Einsicht führt zur Umkehr. | Foto: iStock/energyy

Die Schriftgelehrten und Pharisäer wollen Jesus eine Falle stellen. Deshalb bringen sie eine Ehebrecherin zu ihm und fragen, was sie mit ihr tun sollen. Die vorgesehene Strafe wäre Steinigung. Der Rest der Szene läuft aber anders ab, als sie erwartet hatten, denn Jesus reagiert unerwartet. Wer ohne Sünde sei, solle den ersten Stein werfen. Und plötzlich gehen sie alle weg. Kein einziger bleibt übrig, um die Frau zu verurteilen.

In meiner seelsorglichen Tätig­keit begegnen mir, was das Sündenbewusstsein betrifft, oft zwei Arten von Menschen. Da gibt es jene, die sich selbst für ganz arge Sünder halten.
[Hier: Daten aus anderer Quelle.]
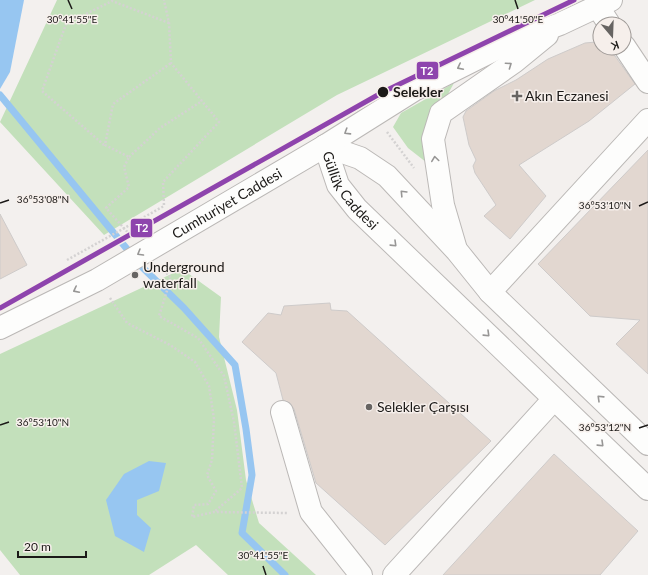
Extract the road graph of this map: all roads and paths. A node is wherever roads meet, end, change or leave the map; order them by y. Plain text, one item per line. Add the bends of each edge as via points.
1 (164, 0) edge
2 (606, 10) edge
3 (169, 23) junction
4 (560, 24) junction
5 (631, 56) edge
6 (171, 63) junction
7 (648, 82) edge
8 (202, 101) junction
9 (648, 120) edge
10 (386, 131) dead end
11 (105, 146) junction
12 (325, 146) junction
13 (128, 157) junction
14 (416, 172) dead end
15 (131, 235) dead end
16 (457, 251) junction
17 (67, 260) dead end
18 (156, 262) dead end
19 (104, 275) junction
20 (490, 292) junction
21 (0, 328) edge
22 (554, 398) junction
23 (282, 412) dead end
24 (648, 444) edge
25 (648, 489) edge
26 (214, 512) junction
27 (282, 513) dead end
28 (361, 575) edge
29 (394, 575) edge

1 - 3 path
2 - 4 main road
3 - 6 path
3 - 11 path via 112,1 66,24 42,91
4 -> 12 main road, Cumhuriyet Caddesi via 504,45 414,90
16 -> 4 main road via 443,205 433,139 441,113 514,62
5 - 7 main road
6 - 8 path
6 - 11 path via 113,104
8 - 13 path via 160,128
8 - 17 path via 219,122 163,182 164,206
9 - 20 main road
10 - 14 path
11 - 13 path
16 -> 12 main road, Güllük Caddesi via 387,176 360,158
12 -> 19 main road, Cumhuriyet Caddesi
12 -> 22 main road, Güllük Caddesi via 338,185 357,209
13 - 15 path via 124,167 129,187 106,208
16 - 20 main road, Güllük Caddesi
18 - 26 path via 172,278 159,316 198,338 224,376 234,422 242,488
19 -> 21 main road, Cumhuriyet Caddesi
19 - 26 path via 127,323 170,344 194,362 209,386 214,419 212,460 208,475 216,491 208,504 194,505 192,516
24 -> 20 main road, Güllük Caddesi
22 -> 25 main road, Güllük Caddesi
22 - 29 main road
23 - 28 main road via 311,512
26 - 27 path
Für sie ist jede Kleinigkeit eine schwere Sünde. Sie haben ständig ein schlechtes Gewissen, gehen oft beichten, fühlen sich aber dadurch nicht erleichtert. Sie sind getrieben von großer Angst um ihr Seelenheil. Auch Martin Luther war von großer Heilsangst getrieben und fürchtete sich vor einem strafenden Gott. Er dachte, kein Mensch auf Erden, sei er auch noch so rechtschaffen, könne je vor Gott bestehen. Er selbst wähnte sich permanent in Sünde – obwohl sein eigener Ordensoberer Johann von Staupitz ihm immer wieder ins Gewissen redete: „Du willst ohne Sünde sein und hast doch keine rechte Sünde; Christus ist die Vergebung … soll Christus Dir helfen; musst nicht mit solchem Humpelwerk und Puppensünden umgehen und aus einem jeglichen Bombart eine Sünde machen!“ Doch Luther fand erst durch sein eigenes Bibelstudium seinen „gnädigen Gott“ – einen Gott, der viel größer ist als nur gerecht. Einen barmherzigen Gott.

Die zweite Art von Menschen sind jene, die im Gegensatz dazu quasi überhaupt kein Sündenbewusstsein mehr haben. Sie meinen, nichts falsch gemacht zu haben, nicht schuldig geworden zu sein – weder an sich noch an anderen, und schon gar nicht an Gott. Sie haben für alles eine Erklärung und Entschuldigung. Etwas überspitzt formuliert: Solange man niemanden umgebracht hat, ist ja alles in Ordnung, oder? In ihrem Wortschatz kommt das Wort „Sünde“, wenn überhaupt, nur noch im Zusammenhang mit Essen vor: „Na, heute Mittag habe ich wieder gesündigt …“ Sie haben den Blick dafür verloren, dass wir als Menschen die Verantwortung für unsere Freiheit und damit auch für unsere Entscheidungen und unser Verhalten tragen. Ihr Gewissen ist unempfindlich und stumpf geworden.

Haben Sie sich selbst schon zuordnen können? Ich bilde mir ja gerne ein, zu keiner dieser beiden Gruppen zu gehören. Wahrscheinlich pendle ich ein wenig zwischen den beiden Polen hin und her … Man hat ja so Phasen im Leben. Was mich aber immer wieder berührt, ist das heutige Evangelium. Nicht nur, weil die Ankläger plötzlich alle klammheimlich verschwinden. Sie haben offenbar doch das Bewusstsein, dass niemand ohne Sünde ist. Besonders aber berührt mich das Wort Jesu: „Auch ich verurteile dich nicht.“ Allein dieser eine Satz kann uns alle Heilsangst nehmen, wenn wir wissen, dass er auch uns gilt. Obwohl auch ich nicht ohne Sünde bin, verurteilt Jesus mich nicht. Aber er sagt dazu: „Geh und sündige von jetzt an nicht mehr.“ Ich will es mir zu Herzen nehmen.